Clinical significance of CDC45 expression in the prognosis of HCC
The Kaplan–Meier survival curve indicated that CDC45 expression was significantly associated with OS in HCC patients (P = 0.019; Fig. 3c). In all HCC patients, the OS was shorter in patients with low CDC45 expression than in patients with high CDC45 expression. Additionally, we used Cox regression to analyse the prognostic factors of HCC. A univariate Cox regression revealed that tumour size (P = 0.007), metastasis (P < 0.001), microvascular invasion (P = 0.022), Edmondson grade (P < 0.001) and vessel invasion (P = 0.011) were independent prognostic factors in patients with HCC. A multivariate Cox regression analysis revealed that distant metastases (P < 0.001) and Edmondson grade (P = 0.013) were independent prognostic factors for patients with HCC (Table 2). Consistent with the results of the Kaplan–Meier analysis, both the univariate (P = 0.022) and multivariate (P = 0.035) Cox regression analyses showed that CDC45 expression was significantly associated with the prognosis of HCC.
Table 2
Univariate and multivariate Cox regression survival analyses
Parameters | Univariate analyses | | Multivariate analyses |
Hazard ratio (95% CI) | P-value | Hazard ratio (95% CI) | P-value |
CDC45 expression | 0.558 (0.338–0.920) | 0.022 | | 0.509 (0.271–0.957) | 0.035 |
Size | 1.965 (1.201–3.213) | 0.007 | | 1.157 (0.614–2.177) | 0.652 |
Metastasis | 5.075 (2.673–9.636) | 0.000 | | 6.533 (2.916–14.635) | 0.000 |
Microvascular invasion | 1.879 (1.097–3.219) | 0.022 | | 1.015 (0.374–2.753) | 0.977 |
Vessel invasion | 2.035 (1.174–3.525) | 0.011 | | 1.636 (0.602–4.440) | 0.334 |
Edmondson grade | 2.696 (1.655–4.392) | 0.000 | | 2.082 (1.166–3.715) | 0.013 |
CI, confidence interval. |
Identification of DEGs and functional annotations as well as predicted signalling pathways
To further investigate the biological roles of CDC45 in HCC, the genes from the GSE76427 dataset were divided into two groups according to the median value of CDC45 expression to screen the DEGs between the low and high CDC45 expression groups. The screening criteria are discussed in the Materials and methods section). As shown in Fig. 4a, there were 233 upregulated and 167 downregulated DEGs. Specifically, the top 20 significant DEGs with positive and negative correlations are shown in the heat map in Fig. 4b. Subsequently, 400 involved DEGs were subjected to GO annotation and KEGG pathway analyses. The top 30 GO terms with the highest gene enrichment are shown in Fig. 4c. The related genes were significantly involved in eukaryote division, including organelle fission, nuclear division, chromosome segregation and mitotic nuclear division, and were markedly involved in the regulation of the cell cycle phase transition and DNA replication. Moreover, the KEGG analysis showed that most of the involved significant pathways included the cell cycle, DNA replication, drug metabolism and metabolism of xenobiotics by cytochrome P450, chemical carcinogenesis, meiosis and fatty acid degradation signalling (Fig. 4d). The detailed functional annotations, KEGG analysis information and percentage of each term are illustrated in additional file 1.
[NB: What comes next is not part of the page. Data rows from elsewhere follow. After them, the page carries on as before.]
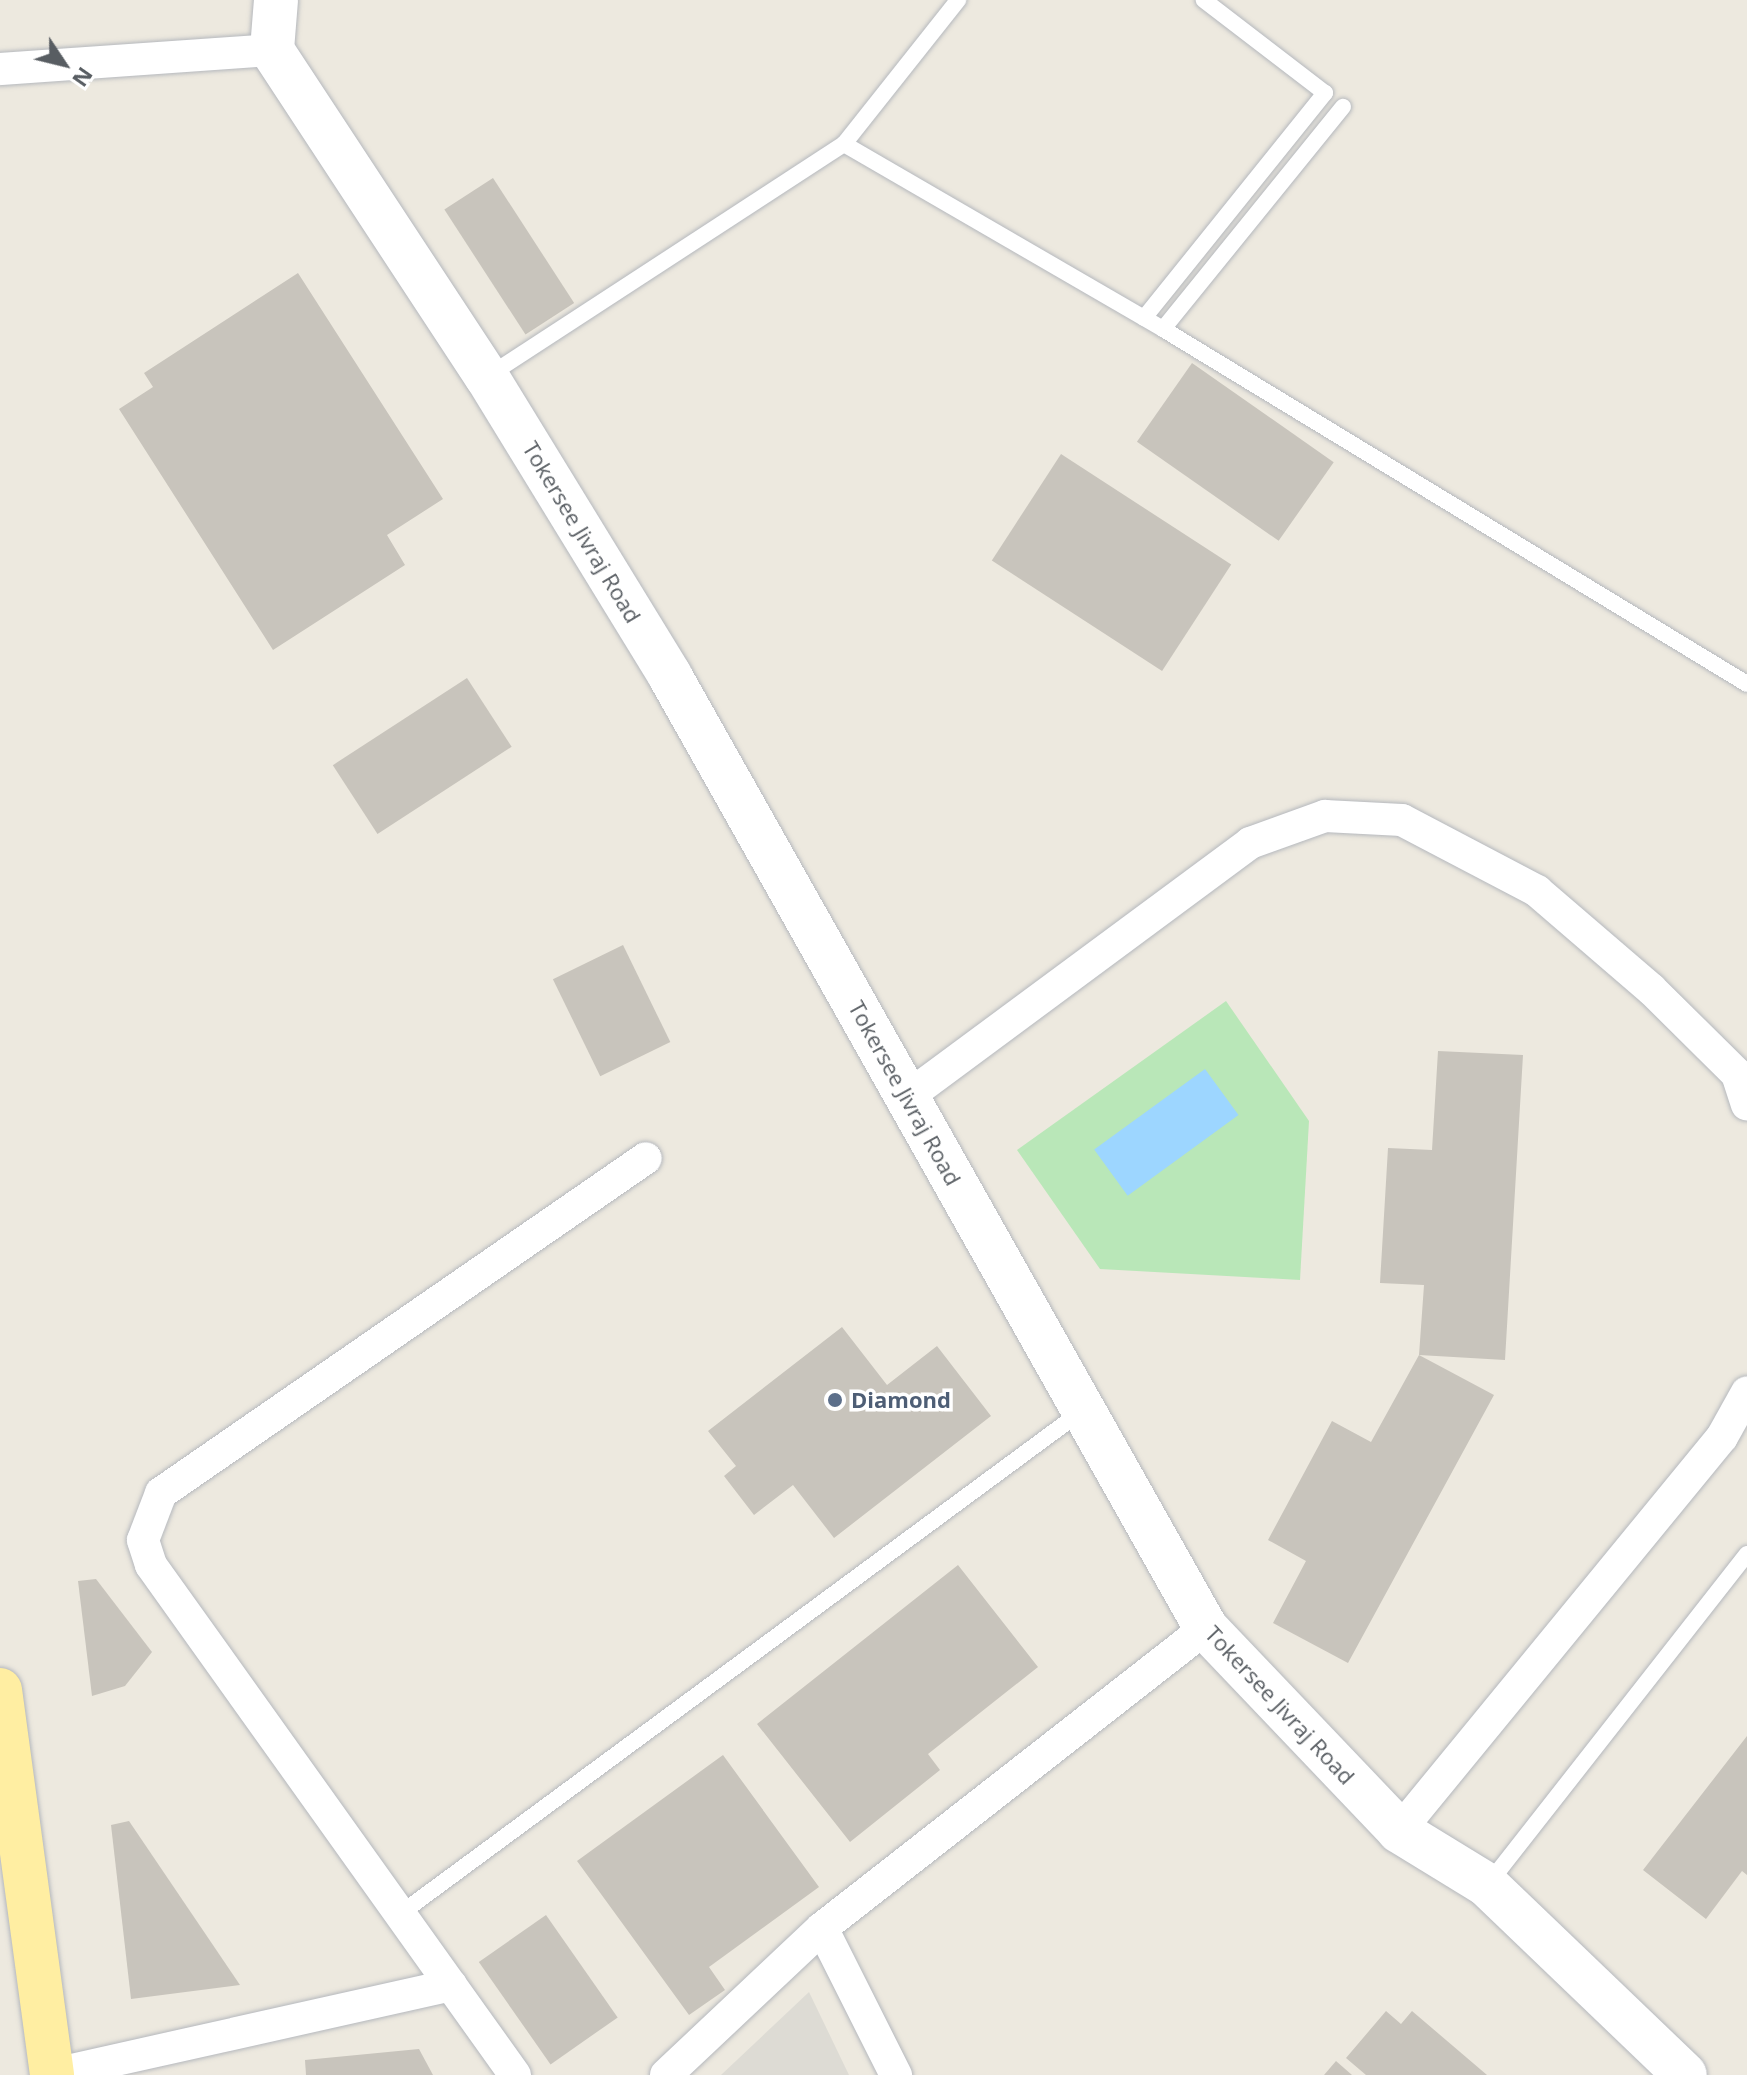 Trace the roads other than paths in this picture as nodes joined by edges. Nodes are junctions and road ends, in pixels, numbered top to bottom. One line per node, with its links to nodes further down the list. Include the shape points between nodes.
1 (276, 0): 4 (street)
2 (958, 0): 7 (lane)
3 (1204, 0): 8 (lane, via 1325,93)
4 (272, 50): 5 (street); 10 (street, Tokersee Jivraj Road)
5 (0, 69)
6 (1343, 107): 9 (lane)
7 (844, 144): 8 (lane); 10 (lane)
8 (1144, 318): 9 (lane)
9 (1163, 329): 11 (lane)
10 (487, 377): 12 (street, Tokersee Jivraj Road, via 670,676)
11 (1747, 684)
12 (907, 1097): 13 (street, via 1250,843 1325,816 1402,820 1537,891 1651,989 1737,1074); 16 (street, Tokersee Jivraj Road)
13 (1747, 1104)
14 (646, 1158): 22 (street, via 161,1493 148,1516 143,1540 151,1565)
15 (1747, 1392): 20 (street, via 1722,1437)
16 (1083, 1410): 18 (street, Tokersee Jivraj Road); 22 (lane)
17 (1747, 1554): 21 (lane)
18 (1206, 1628): 20 (street, Tokersee Jivraj Road); 23 (street)
19 (0, 1690): 25 (main road)
20 (1399, 1831): 21 (street, Tokersee Jivraj Road)
21 (1487, 1885): 29 (street, Tokersee Jivraj Road)
22 (400, 1914): 24 (street)
23 (822, 1928): 27 (street); 28 (street)
24 (451, 1985): 25 (street); 26 (street)
25 (51, 2075)
26 (515, 2075)
27 (666, 2075)
28 (896, 2075)
29 (1685, 2075)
To further explore the interplay among the DEGs, we constructed a PPI network based on the STRING online database and Cytoscape software. As illustrated in Fig. 5a, the network contains 400 nodes and 1,622 edges. Clustering analysis of the PPI network was then carried out using Cytotype MCODE, and the top three significant modules were selected based on the degree of importance. Module 1 contains 43 nodes and 683 edges (Fig. 5b); module 2 contains 13 nodes and 39 edges (Fig. 5c); and module 3 contains 19 nodes and 58 edges (Fig. 5d). Submodule analysis information is shown in additional file 2.